* EXERCISE INSTRUCTIONS *
Only the lines from the beginning of the data through the one with "const path = new Path2D();" belong in the answer, each retyped exactly, with pictures left out.

(MATERIAL TO PROCESS Opens)

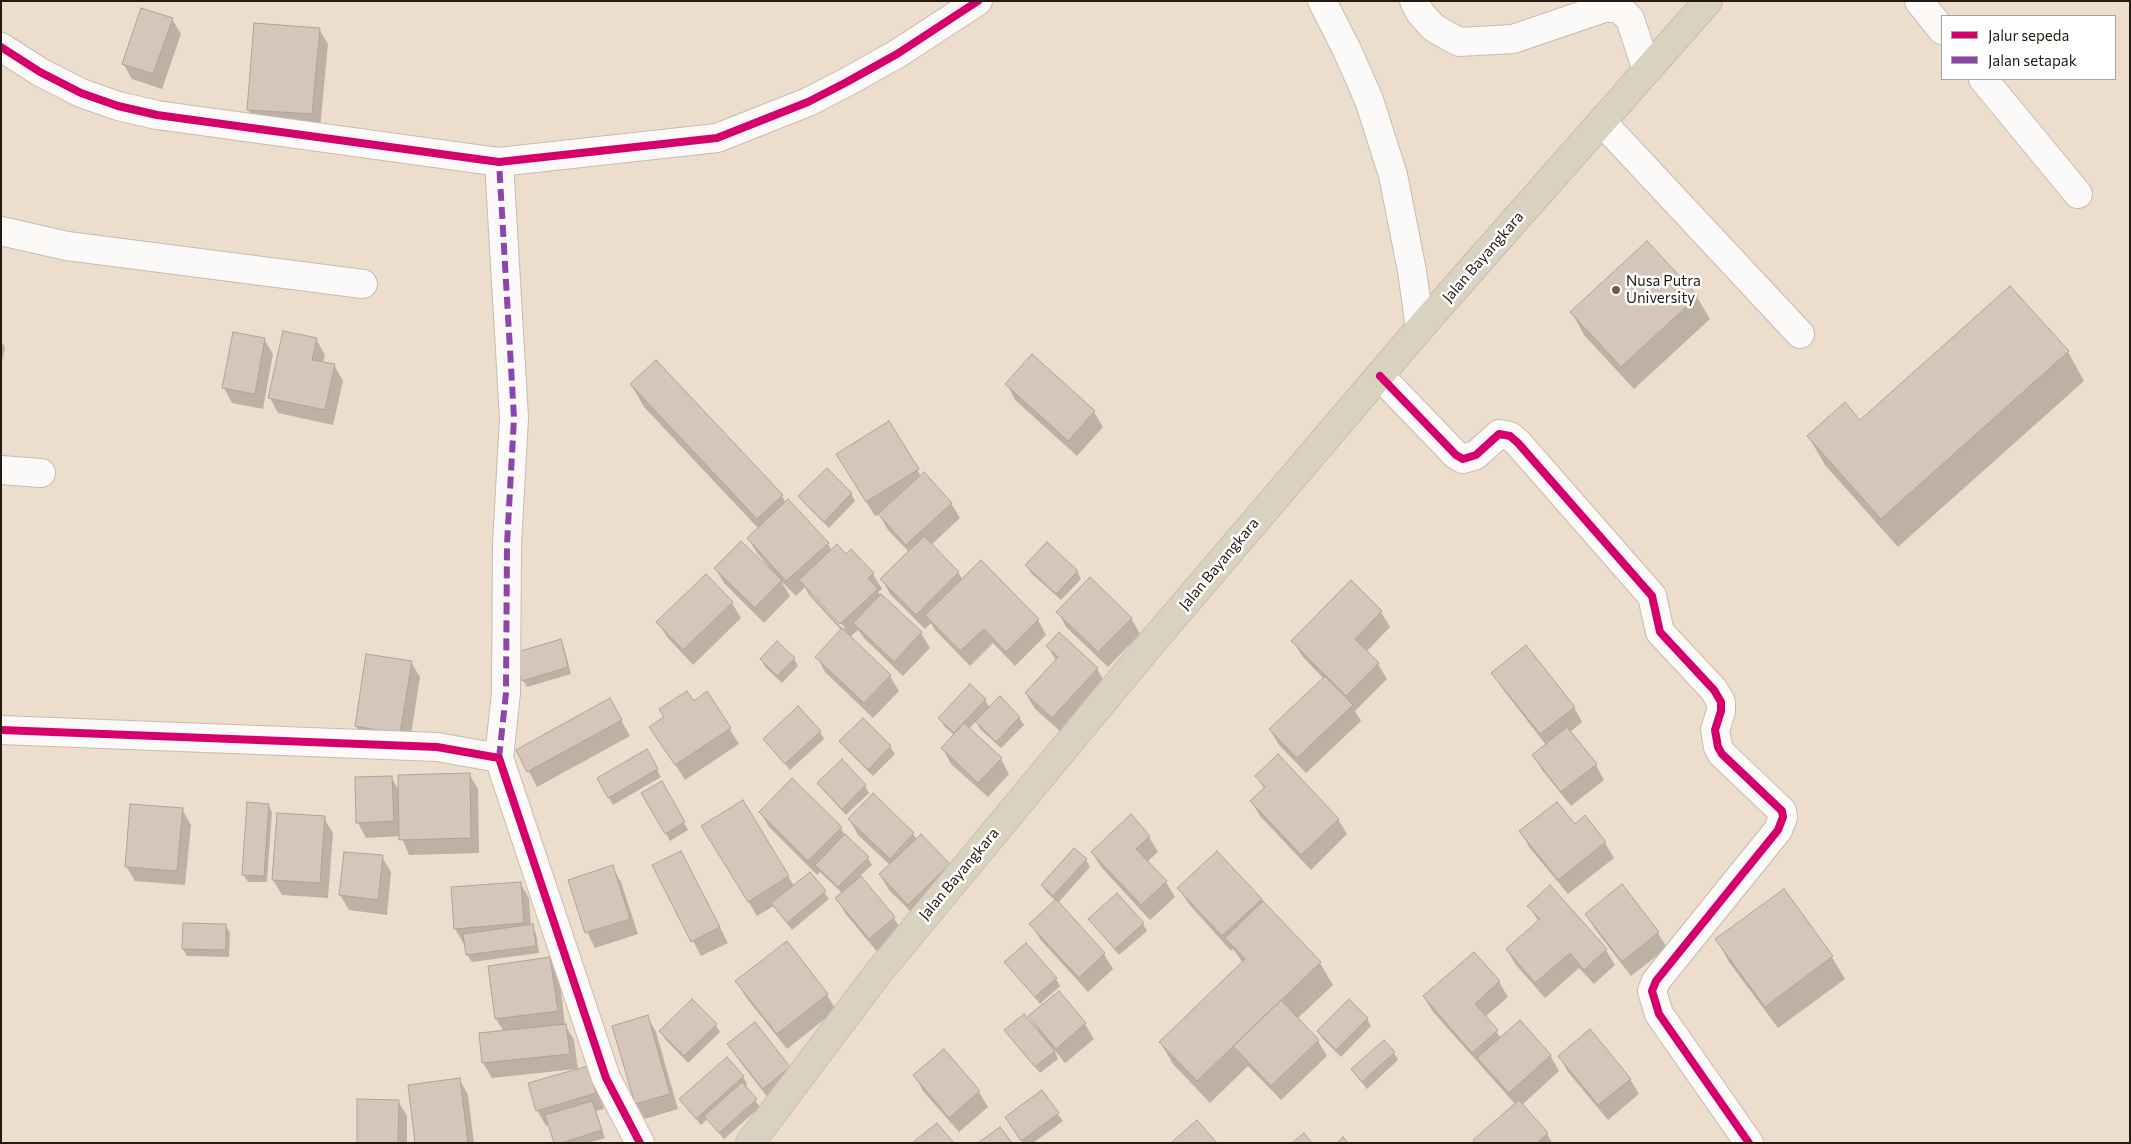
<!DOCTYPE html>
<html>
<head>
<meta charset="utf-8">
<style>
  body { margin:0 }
  #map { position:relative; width:2131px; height:1144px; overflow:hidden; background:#edddcd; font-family:Commissioner,sans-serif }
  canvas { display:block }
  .frame { position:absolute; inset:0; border:2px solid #241a0f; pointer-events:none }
  .legend { position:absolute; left:1941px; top:15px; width:175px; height:65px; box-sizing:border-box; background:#fff; border:1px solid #a7a39f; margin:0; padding:6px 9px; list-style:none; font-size:15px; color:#241a0f }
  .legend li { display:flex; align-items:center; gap:10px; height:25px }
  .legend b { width:25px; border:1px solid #a7a39f }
</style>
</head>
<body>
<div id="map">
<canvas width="2131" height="1144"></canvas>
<div class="frame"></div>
<ul class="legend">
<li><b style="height:6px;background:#d6006c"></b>Jalur sepeda</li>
<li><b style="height:6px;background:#8e44ad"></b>Jalan setapak</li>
</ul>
</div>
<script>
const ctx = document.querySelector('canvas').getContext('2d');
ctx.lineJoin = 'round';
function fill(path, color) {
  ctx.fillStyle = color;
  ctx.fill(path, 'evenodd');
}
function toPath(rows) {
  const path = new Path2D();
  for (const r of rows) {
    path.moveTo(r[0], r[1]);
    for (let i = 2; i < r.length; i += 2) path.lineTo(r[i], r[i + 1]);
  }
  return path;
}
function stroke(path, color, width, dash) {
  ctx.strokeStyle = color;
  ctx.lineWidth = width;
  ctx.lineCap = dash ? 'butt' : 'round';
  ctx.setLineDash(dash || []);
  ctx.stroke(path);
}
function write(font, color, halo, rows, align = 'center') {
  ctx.font = font + ' Commissioner,sans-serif';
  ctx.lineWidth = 5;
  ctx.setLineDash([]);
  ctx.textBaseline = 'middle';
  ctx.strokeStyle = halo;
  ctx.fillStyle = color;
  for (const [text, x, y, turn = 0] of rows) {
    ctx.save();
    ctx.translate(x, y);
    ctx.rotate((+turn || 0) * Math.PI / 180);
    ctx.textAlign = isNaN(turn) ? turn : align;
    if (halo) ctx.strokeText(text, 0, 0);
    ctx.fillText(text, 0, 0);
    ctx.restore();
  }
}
fill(toPath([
  [172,19,181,34,162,89,132,79,123,63],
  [319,29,328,44,320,129,257,125,248,109],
  [1647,243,1697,297,1710,319,1634,389,1584,335,1572,313],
  [2010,287,2068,352,2084,381,1898,547,1825,465,1808,436,1860,422],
  [264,339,273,354,263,409,232,403,224,388],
  [316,339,325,355,323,363,334,365,343,381,333,425,278,413,270,398],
  [1,341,5,347,1,368],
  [631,384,782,496,786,503,828,544,832,551,846,556,873,574,882,589,878,592,881,596,921,633,930,648,903,676,864,638,858,630,850,637,890,676,899,691,873,718,825,672,817,657,842,631,809,595,805,587,796,596,781,581,790,596,764,623,724,583,715,568,769,567,757,553,748,538,758,528,644,407],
  [811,591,845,628,843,629,810,593],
  [1007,384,1094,412,1103,427,1077,456,1015,400],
  [888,423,921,476,951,503,960,518,931,545,958,572,963,580,1038,620,1046,635,1015,666,993,643,970,666,935,630,931,623,925,629,890,594,882,579,909,552,888,530,879,514,875,516,846,470],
  [827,469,851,494,855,501,829,528,804,503,800,496],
  [1026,565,1077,571,1081,579,1061,600,1031,573],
  [706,576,732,603,741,618,693,665,667,637,658,622],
  [1351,582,1381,612,1390,627,1366,652,1378,664,1387,679,1355,711,1361,721,1306,773,1279,745,1270,730,1324,679,1302,656,1293,641],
  [1058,612,1131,618,1140,634,1108,667,1066,627],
  [560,640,564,647,571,674,527,687,523,680],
  [1048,646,1097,669,1106,684,1061,732,1035,709,1026,694,1056,661],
  [761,659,794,659,798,666,782,683,765,667],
  [411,662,420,677,409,748,365,741,356,726],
  [1493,673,1574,707,1582,722,1570,732,1596,765,1604,780,1571,806,1542,770,1533,755,1546,745,1502,688],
  [707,693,739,744,685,780,651,727],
  [610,700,630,736,537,787,518,750],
  [985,700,990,708,1019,717,1024,725,1001,748,980,729,976,721,969,729,1001,759,1009,774,988,797,951,764,943,749,955,736,944,726,940,718],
  [798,708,820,732,824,739,790,770,764,739],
  [863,719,890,747,895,754,873,776,845,748,841,741],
  [646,751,661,777,613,805,598,778],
  [469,774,478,789,479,853,409,855,401,836,366,838,358,823,391,777,400,792],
  [1257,776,1338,819,1347,834,1311,870,1260,816,1251,801,1264,789],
  [661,783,688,830,670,841,643,793],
  [819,783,865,786,869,793,846,815,823,790],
  [743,802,794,886,810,873,829,899,792,930,774,906,757,916,712,841],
  [268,805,272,812,267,882,248,882,243,874],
  [182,809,191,825,185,885,135,881,126,866],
  [760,812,841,828,845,836,868,858,872,865,860,876,894,918,903,933,878,953,845,913,837,898,842,893,820,872,817,875,769,827],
  [1131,816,1149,837,1158,852,1147,862,1166,882,1175,897,1150,920,1101,867,1092,852],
  [324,818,333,833,328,898,282,895,273,880],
  [849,819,913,834,917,840,949,865,958,880,918,919,889,890,880,875,890,865,858,835],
  [1574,826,1605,843,1614,858,1568,894,1529,847,1521,831],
  [681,852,728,943,701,956,654,866],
  [382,857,391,872,387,915,349,910,340,895],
  [1086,860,1090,867,1058,903,1104,954,1113,969,1088,992,1040,939,1031,924,1056,901,1046,892,1042,885],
  [612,867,621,882,638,934,595,948,587,932],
  [520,883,529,898,531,926,536,933,539,953,472,962,467,955,466,944,464,944,455,929],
  [1622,886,1658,933,1667,948,1631,976,1595,929,1586,914],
  [1550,887,1606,950,1615,965,1594,984,1579,968,1545,998,1516,965,1507,950,1539,922,1529,906],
  [1179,888,1261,899,1320,963,1333,985,1297,1019,1318,1041,1327,1056,1281,1100,1248,1066,1210,1103,1173,1064,1160,1042,1243,963,1233,949,1231,951,1188,903],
  [1783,890,1832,957,1845,979,1778,1028,1729,962,1717,940],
  [1090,919,1143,924,1147,931,1119,955],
  [184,925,226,926,230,933,229,957,187,956,183,949],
  [786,942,827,995,836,1010,787,1049,745,996,737,981],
  [550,959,559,974,565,1025,574,1040,578,1070,596,1082,604,1109,596,1111,605,1138,588,1143,555,1143,549,1125,546,1126,537,1110,576,1069,492,1078,483,1063,480,1034,504,1032,496,1019],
  [1006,963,1056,979,1060,986,1040,1004],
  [1499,982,1508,997,1485,1017,1501,1038,1550,1055,1559,1071,1522,1105,1547,1134,1552,1143,1475,1143,1515,1104,1433,1012,1424,997],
  [647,1016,656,1032,678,1109,645,1119,636,1104],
  [1030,1016,1085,1024,1094,1039,1065,1063,1054,1049,1058,1059,1040,1073,1006,1031,1039,1032],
  [1367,1019,1371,1026,1341,1057,1322,1038,1318,1031],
  [755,1024,789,1068,798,1083,772,1103,738,1059,729,1044],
  [716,1025,720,1032,688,1063,665,1039,661,1031],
  [944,1050,979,1092,988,1107,959,1132,923,1091,915,1075],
  [1394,1053,1398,1060,1367,1089,1352,1070],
  [1559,1056,1630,1079,1639,1094,1608,1120,1568,1072],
  [727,1059,743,1077,747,1084,745,1087,760,1107,724,1139,707,1119,701,1125,681,1100],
  [459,1079,468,1095,474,1143,417,1143],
  [1042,1092,1063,1121,1033,1143,1023,1143,1011,1124],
  [398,1101,407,1116,407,1143,358,1143]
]), '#0003');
const building = toPath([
  [141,8,173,18,153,74,122,64,141,8],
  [254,23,320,28,312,114,247,110,254,23],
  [1647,241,1698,296,1621,367,1570,312,1647,241],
  [2010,286,2069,351,1881,519,1807,436,1845,402,1860,420,2010,286],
  [283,331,317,338,312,360,335,364,325,410,268,398,283,331],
  [233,332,265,338,255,394,222,388,233,332],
  [1032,354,1095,411,1068,441,1005,384,1032,354],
  [656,360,783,495,757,519,630,384,656,360],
  [889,421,919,469,866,502,836,454,889,421],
  [827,468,852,493,824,522,798,496,827,468],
  [924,472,952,503,906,545,878,514,924,472],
  [788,499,829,543,786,581,747,538,788,499],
  [924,536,959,572,916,615,880,579,924,536],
  [741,541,782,580,755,608,714,568,741,541],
  [1047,542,1078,571,1056,594,1025,565,1047,542],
  [837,544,846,554,851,549,874,573,868,578,878,589,840,624,799,580,837,544],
  [981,560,1039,619,1006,652,984,629,960,651,925,615,981,560],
  [706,574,733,602,683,650,656,622,706,574],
  [1090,577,1132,618,1098,652,1056,612,1090,577],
  [1351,580,1382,611,1355,639,1379,663,1346,696,1291,641,1351,580],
  [881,594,922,632,894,662,853,623,881,594],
  [842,628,891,675,864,703,815,657,842,628],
  [1059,632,1098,668,1052,718,1025,693,1058,657,1046,646,1059,632],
  [561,639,568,667,522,681,514,653,561,639],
  [777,641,795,658,777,676,760,659,777,641],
  [1526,645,1575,707,1540,734,1491,673,1526,645],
  [366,654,412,661,400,734,355,726,366,654],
  [1325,676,1353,705,1297,758,1269,729,1325,676],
  [970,684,986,699,954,733,938,718,970,684],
  [687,691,694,701,707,691,731,728,675,765,649,727,664,717,659,709,687,691],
  [1000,696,1020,717,996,742,975,721,1000,696],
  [610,698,622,720,527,772,516,750,610,698],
  [798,706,821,731,785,764,763,739,798,706],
  [863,718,891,746,868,770,839,741,863,718],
  [964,723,1002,758,978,783,941,748,964,723],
  [1567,727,1597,764,1561,792,1532,755,1567,727],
  [647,749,658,769,608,798,597,778,647,749],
  [1278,754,1339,819,1301,855,1250,801,1265,787,1255,776,1278,754],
  [842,759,866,785,842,809,817,783,842,759],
  [470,773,471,838,399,840,398,775,470,773],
  [392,776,394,821,356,823,355,777,392,776],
  [792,778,842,827,808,861,759,812,792,778],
  [662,781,685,822,665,834,641,793,662,781],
  [873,793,914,833,890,859,848,819,873,793],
  [743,800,789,876,748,902,701,826,743,800],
  [247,802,269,804,264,876,242,875,247,802],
  [1557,802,1575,824,1585,815,1606,842,1558,880,1519,831,1557,802],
  [130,804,183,808,177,871,125,867,130,804],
  [277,813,325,816,320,883,272,880,277,813],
  [1131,814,1150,836,1136,849,1167,881,1141,905,1091,852,1131,814],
  [845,834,869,857,838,887,815,865,845,834],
  [921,834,950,864,908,905,879,874,921,834],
  [1074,848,1087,859,1053,896,1041,885,1074,848],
  [681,851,720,927,691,942,652,865,681,851],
  [1217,851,1262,899,1222,936,1177,888,1217,851],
  [344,852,383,855,378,900,339,895,344,852],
  [613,865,630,919,585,933,568,880,613,865],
  [810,872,826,891,787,923,771,903,810,872],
  [861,876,895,917,869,939,835,898,861,876],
  [521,882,524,923,454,929,451,887,521,882],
  [1622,884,1659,932,1622,962,1585,914,1622,884],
  [1550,885,1607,949,1584,970,1570,953,1535,983,1506,949,1540,919,1527,906,1550,885],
  [1784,889,1833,956,1765,1007,1715,939,1784,889],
  [1117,893,1144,923,1115,949,1088,919,1117,893],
  [1056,899,1105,953,1079,978,1029,924,1056,899],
  [1263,901,1321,962,1197,1081,1159,1042,1245,959,1225,938,1263,901],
  [183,923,226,924,226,950,182,949,183,923],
  [533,924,536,946,466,955,463,934,533,924],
  [787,941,828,994,777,1034,735,981,787,941],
  [1026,943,1057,978,1035,997,1004,962,1026,943],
  [1474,952,1500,981,1475,1004,1498,1030,1472,1053,1423,996,1474,952],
  [550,957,558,1011,495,1019,488,966,550,957],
  [1059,991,1086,1023,1056,1049,1028,1016,1059,991],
  [692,999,717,1024,684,1056,659,1031,692,999],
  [1349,999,1368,1018,1336,1050,1317,1031,1349,999],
  [1281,1000,1319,1040,1271,1086,1233,1046,1281,1000],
  [1024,1014,1055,1051,1035,1067,1004,1030,1024,1014],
  [648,1015,670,1094,635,1104,612,1026,648,1015],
  [1520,1020,1551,1055,1509,1093,1477,1058,1520,1020],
  [755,1022,790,1067,763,1089,727,1044,755,1022],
  [566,1024,570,1054,482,1063,479,1033,566,1024],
  [1590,1029,1631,1079,1598,1105,1558,1056,1590,1029],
  [1384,1040,1395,1052,1362,1082,1351,1069,1384,1040],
  [944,1049,980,1091,949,1118,913,1075,944,1049],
  [727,1057,744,1076,696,1119,679,1099,727,1057],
  [588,1066,596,1093,536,1111,528,1083,588,1066],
  [460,1078,468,1143,415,1143,408,1085,460,1078],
  [742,1082,757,1099,719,1133,704,1116,742,1082],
  [1042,1090,1059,1113,1021,1141,1005,1117,1042,1090],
  [357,1099,399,1100,398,1143,357,1143,357,1099],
  [1519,1100,1548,1133,1537,1143,1475,1143,1473,1140,1519,1100],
  [592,1101,602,1130,561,1143,554,1143,545,1115,592,1101],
  [1197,1120,1217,1143,1172,1143,1172,1142,1197,1120],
  [937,1123,954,1143,912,1143,937,1123],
  [1000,1127,1012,1143,978,1143,1000,1127],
  [1304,1133,1312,1143,1292,1143,1304,1133],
  [1343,1137,1348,1143,1337,1143,1343,1137]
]);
fill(building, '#d6c5ba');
stroke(building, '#b0a299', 1);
const minor = toPath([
  [1322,1,1347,50,1369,100,1393,175,1412,271,1420,328],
  [1414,1,1421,14,1434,28,1459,42,1513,39,1604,8,1619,8,1630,19,1647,70],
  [1919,1,1942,30],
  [1,47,40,72,81,93,118,106,157,115,499,162,717,138,808,102,845,83,897,54,978,1],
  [1983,79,2078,194],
  [1602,122,1800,334],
  [1,231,67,246,363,284],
  [1380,376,1456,455,1463,459,1476,455,1499,434,1510,436,1518,443,1652,596,1660,632,1714,690,1721,702,1721,711,1715,730,1718,747,1722,754,1782,811,1783,817,1778,830,1656,981,1652,991,1659,1014,1749,1143],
  [1,470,41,473],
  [1,730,437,747,499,758,606,1078,640,1143],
  [499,758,506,693,507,544,514,418,499,162]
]);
const highway = toPath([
  [750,1143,878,973,1154,640,1420,328,1708,1]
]);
stroke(minor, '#c7bbae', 30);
stroke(highway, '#c4bdb4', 30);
stroke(minor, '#fcfaf8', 28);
stroke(highway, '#d9d2c0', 28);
stroke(toPath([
  [499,758,506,693,507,544,514,418,499,162,504,162]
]), '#8e44ad', 6, [12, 6]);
stroke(toPath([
  [1,47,40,72,81,93,118,106,157,115,499,162,717,138,808,102,845,83,897,54,978,1],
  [1380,376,1456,455,1463,459,1476,455,1499,434,1510,436,1518,443,1652,596,1660,632,1714,690,1721,702,1721,711,1715,730,1718,747,1722,754,1782,811,1783,817,1778,830,1656,981,1652,991,1659,1014,1749,1143],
  [1,730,437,747,499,758,606,1078,640,1143]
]), '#d6006c', 8);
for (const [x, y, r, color] of [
  [1616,290,5,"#6a5e52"]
]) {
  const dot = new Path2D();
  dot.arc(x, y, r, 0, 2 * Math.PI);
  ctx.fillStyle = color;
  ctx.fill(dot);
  stroke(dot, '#fff', 2);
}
write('15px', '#241a0f', '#fff', [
  ["Jalan Bayangkara",1483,257,-49],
  ["Jalan Bayangkara",1219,564,-50],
  ["Jalan Bayangkara",959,874,-50]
]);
write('15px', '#241a0f', '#fff', [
  ["Nusa Putra",1626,281],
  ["University",1626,298]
], 'left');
</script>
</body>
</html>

(MATERIAL TO PROCESS Closes)

* COMPLETED TASK *
<!DOCTYPE html>
<html>
<head>
<meta charset="utf-8">
<style>
  body { margin:0 }
  #map { position:relative; width:2131px; height:1144px; overflow:hidden; background:#edddcd; font-family:Commissioner,sans-serif }
  canvas { display:block }
  .frame { position:absolute; inset:0; border:2px solid #241a0f; pointer-events:none }
  .legend { position:absolute; left:1941px; top:15px; width:175px; height:65px; box-sizing:border-box; background:#fff; border:1px solid #a7a39f; margin:0; padding:6px 9px; list-style:none; font-size:15px; color:#241a0f }
  .legend li { display:flex; align-items:center; gap:10px; height:25px }
  .legend b { width:25px; border:1px solid #a7a39f }
</style>
</head>
<body>
<div id="map">
<canvas width="2131" height="1144"></canvas>
<div class="frame"></div>
<ul class="legend">
<li><b style="height:6px;background:#d6006c"></b>Jalur sepeda</li>
<li><b style="height:6px;background:#8e44ad"></b>Jalan setapak</li>
</ul>
</div>
<script>
const ctx = document.querySelector('canvas').getContext('2d');
ctx.lineJoin = 'round';
function fill(path, color) {
  ctx.fillStyle = color;
  ctx.fill(path, 'evenodd');
}
function toPath(rows) {
  const path = new Path2D();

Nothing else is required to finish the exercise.